***** DATA SHOWN
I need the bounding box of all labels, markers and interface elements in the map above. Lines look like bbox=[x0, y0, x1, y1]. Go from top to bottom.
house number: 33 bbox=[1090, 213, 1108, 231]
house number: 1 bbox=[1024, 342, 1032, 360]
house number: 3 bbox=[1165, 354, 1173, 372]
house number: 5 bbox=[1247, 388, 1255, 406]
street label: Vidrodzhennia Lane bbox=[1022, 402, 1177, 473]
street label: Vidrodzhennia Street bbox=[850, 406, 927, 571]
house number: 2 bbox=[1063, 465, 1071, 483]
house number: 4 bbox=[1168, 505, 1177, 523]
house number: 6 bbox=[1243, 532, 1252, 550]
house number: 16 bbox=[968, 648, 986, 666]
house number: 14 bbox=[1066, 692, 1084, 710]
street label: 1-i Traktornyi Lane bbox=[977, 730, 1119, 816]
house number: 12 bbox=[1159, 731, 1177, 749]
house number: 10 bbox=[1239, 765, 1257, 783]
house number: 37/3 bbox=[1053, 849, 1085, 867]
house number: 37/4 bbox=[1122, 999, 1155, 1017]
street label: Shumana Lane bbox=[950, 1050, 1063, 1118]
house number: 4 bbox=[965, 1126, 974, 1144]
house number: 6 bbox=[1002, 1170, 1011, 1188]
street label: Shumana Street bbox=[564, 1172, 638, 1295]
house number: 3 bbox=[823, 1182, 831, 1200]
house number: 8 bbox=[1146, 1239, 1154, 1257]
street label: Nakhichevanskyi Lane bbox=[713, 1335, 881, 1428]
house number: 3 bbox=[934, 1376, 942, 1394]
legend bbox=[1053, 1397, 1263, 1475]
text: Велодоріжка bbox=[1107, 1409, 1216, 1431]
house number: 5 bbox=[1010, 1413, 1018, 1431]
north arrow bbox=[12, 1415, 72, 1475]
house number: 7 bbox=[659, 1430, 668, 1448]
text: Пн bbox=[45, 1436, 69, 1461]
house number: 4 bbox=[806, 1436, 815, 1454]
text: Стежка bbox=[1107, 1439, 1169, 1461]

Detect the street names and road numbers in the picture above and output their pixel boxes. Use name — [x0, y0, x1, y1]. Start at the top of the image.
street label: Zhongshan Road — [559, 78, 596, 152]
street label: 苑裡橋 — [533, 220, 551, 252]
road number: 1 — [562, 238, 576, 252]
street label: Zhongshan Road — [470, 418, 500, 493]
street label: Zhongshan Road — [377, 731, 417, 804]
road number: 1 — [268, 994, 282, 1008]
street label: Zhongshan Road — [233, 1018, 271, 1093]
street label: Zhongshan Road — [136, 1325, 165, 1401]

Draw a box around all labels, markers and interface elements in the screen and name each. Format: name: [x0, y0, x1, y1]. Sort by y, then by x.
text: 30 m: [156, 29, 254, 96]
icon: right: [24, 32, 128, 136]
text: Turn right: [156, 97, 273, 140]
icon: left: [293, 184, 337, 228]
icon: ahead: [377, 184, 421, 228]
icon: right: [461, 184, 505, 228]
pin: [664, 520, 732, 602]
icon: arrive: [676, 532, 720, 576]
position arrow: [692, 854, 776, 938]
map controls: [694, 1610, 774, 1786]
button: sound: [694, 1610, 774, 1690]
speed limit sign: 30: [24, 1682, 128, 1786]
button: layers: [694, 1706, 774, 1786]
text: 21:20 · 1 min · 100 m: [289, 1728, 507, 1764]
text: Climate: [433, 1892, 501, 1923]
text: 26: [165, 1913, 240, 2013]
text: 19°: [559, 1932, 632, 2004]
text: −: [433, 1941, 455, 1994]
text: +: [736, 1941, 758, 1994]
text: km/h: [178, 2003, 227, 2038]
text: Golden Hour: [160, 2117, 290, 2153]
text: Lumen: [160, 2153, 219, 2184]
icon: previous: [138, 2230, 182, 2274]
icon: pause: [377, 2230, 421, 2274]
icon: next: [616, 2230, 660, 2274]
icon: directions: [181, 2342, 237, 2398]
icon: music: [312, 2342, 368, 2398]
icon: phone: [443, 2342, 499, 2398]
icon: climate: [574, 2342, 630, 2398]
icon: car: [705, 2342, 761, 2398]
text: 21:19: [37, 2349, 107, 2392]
**********
* _PROBLEM DESCRIPTION_: When a line in the data contains the string "name", copy that line.

* _ANSWER TO THE PROBLEM_:
Detect the street names and road numbers in the picture above and output their pixel boxes. Use name — [x0, y0, x1, y1]. Start at the top of the image.
Draw a box around all labels, markers and interface elements in the screen and name each. Format: name: [x0, y0, x1, y1]. Sort by y, then by x.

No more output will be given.